§ **WHAT NEEDS TO BE DONE**: From the records below, return every line containing the word "Ibrahim".

============================================================

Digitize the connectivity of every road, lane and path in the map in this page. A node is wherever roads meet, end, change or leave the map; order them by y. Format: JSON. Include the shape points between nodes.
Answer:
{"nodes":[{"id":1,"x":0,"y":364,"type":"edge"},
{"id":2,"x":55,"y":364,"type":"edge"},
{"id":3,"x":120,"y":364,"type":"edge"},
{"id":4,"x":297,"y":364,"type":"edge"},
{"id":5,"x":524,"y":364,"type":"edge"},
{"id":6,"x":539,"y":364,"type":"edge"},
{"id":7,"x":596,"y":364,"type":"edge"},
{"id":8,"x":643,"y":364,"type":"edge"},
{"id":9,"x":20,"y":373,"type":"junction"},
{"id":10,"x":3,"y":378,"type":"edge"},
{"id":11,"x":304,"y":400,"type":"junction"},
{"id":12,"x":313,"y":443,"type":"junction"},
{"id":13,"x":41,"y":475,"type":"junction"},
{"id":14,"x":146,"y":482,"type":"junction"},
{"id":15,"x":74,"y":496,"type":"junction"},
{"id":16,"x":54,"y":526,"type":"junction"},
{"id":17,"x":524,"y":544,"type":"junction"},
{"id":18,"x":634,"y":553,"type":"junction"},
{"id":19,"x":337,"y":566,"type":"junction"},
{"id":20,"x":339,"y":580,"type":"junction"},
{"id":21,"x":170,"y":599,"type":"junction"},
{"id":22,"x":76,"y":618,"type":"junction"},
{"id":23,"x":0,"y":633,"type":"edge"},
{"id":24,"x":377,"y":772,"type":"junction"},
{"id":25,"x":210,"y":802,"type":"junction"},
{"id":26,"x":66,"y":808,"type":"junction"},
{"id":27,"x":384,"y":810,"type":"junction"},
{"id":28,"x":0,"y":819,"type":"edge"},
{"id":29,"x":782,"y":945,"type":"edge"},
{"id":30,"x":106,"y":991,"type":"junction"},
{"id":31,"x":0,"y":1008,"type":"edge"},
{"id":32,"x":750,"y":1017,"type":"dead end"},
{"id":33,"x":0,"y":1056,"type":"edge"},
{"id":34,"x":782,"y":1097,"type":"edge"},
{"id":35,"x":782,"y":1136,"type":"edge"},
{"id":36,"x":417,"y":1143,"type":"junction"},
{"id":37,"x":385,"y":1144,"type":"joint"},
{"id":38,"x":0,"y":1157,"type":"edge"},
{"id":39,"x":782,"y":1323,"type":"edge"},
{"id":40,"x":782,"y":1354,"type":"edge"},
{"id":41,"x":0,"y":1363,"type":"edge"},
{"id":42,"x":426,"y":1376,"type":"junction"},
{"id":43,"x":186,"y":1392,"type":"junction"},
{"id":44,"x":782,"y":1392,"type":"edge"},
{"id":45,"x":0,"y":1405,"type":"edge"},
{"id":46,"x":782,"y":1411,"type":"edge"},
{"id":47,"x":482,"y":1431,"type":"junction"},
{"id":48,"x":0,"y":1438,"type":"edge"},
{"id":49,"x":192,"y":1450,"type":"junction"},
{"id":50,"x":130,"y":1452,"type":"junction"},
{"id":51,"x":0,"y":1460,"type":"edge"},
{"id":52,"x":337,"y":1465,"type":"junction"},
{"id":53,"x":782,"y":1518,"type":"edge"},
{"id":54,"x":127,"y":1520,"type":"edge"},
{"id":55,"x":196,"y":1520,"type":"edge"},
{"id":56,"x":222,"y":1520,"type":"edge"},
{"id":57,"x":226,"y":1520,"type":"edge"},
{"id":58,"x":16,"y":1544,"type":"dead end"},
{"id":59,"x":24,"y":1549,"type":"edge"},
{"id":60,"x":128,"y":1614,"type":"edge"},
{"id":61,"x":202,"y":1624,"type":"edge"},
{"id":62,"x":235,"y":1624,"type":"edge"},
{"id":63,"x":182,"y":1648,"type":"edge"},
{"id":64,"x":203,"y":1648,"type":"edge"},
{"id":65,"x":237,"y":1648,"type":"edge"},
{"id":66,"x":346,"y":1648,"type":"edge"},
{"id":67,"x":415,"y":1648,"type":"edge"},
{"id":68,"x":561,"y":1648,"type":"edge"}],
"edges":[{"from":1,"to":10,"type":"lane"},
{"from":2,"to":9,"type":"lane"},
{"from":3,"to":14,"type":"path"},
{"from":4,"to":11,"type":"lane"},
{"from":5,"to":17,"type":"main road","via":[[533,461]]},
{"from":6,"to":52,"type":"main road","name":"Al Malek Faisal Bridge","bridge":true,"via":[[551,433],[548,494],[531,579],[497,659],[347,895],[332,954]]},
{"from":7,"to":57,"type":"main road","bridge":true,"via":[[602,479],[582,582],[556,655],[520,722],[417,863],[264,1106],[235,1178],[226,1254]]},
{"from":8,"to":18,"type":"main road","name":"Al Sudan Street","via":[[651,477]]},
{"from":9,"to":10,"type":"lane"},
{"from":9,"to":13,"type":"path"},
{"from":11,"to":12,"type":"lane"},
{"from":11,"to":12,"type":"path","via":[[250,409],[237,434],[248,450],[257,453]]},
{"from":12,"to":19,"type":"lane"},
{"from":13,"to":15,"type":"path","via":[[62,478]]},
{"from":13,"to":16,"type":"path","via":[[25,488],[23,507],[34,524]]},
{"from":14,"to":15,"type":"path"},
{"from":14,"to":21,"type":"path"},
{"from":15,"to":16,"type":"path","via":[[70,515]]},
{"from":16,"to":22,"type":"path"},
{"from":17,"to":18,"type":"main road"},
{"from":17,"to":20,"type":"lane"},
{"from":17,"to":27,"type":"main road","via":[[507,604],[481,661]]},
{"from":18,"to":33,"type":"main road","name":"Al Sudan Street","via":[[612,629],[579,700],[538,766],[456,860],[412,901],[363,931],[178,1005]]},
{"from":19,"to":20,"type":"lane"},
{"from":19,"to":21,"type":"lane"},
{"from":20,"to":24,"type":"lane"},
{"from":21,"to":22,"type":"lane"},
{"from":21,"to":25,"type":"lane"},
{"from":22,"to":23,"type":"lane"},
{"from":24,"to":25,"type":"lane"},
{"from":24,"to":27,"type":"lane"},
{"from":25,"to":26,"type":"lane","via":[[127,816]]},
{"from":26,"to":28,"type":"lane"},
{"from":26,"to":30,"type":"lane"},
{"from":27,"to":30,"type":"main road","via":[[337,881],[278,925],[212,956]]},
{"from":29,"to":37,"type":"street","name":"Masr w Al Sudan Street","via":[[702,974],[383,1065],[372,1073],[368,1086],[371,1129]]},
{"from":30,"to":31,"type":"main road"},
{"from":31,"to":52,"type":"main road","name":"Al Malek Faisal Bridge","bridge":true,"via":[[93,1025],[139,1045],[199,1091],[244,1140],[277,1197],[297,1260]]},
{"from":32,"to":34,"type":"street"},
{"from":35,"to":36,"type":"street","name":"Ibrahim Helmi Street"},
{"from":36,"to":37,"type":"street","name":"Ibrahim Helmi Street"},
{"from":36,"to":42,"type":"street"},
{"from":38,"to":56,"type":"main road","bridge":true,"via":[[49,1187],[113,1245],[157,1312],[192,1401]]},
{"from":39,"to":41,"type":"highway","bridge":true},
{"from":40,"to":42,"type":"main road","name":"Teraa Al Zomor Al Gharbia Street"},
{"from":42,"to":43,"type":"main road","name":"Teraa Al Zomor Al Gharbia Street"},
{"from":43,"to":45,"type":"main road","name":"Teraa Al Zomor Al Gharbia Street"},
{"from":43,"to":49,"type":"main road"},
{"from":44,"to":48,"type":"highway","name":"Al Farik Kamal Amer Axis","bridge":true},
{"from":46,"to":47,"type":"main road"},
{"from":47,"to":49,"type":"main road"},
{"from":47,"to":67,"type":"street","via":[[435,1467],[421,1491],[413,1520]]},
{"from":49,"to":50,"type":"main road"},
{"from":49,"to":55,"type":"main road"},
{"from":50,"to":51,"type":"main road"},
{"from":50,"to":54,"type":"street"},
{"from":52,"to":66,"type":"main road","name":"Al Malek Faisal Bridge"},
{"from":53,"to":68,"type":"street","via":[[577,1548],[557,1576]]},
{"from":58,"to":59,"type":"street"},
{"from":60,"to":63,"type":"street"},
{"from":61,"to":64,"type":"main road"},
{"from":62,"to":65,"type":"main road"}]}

============================================================

§ **WRITTEN ANSWER**:
{"from":35,"to":36,"type":"street","name":"Ibrahim Helmi Street"},
{"from":36,"to":37,"type":"street","name":"Ibrahim Helmi Street"},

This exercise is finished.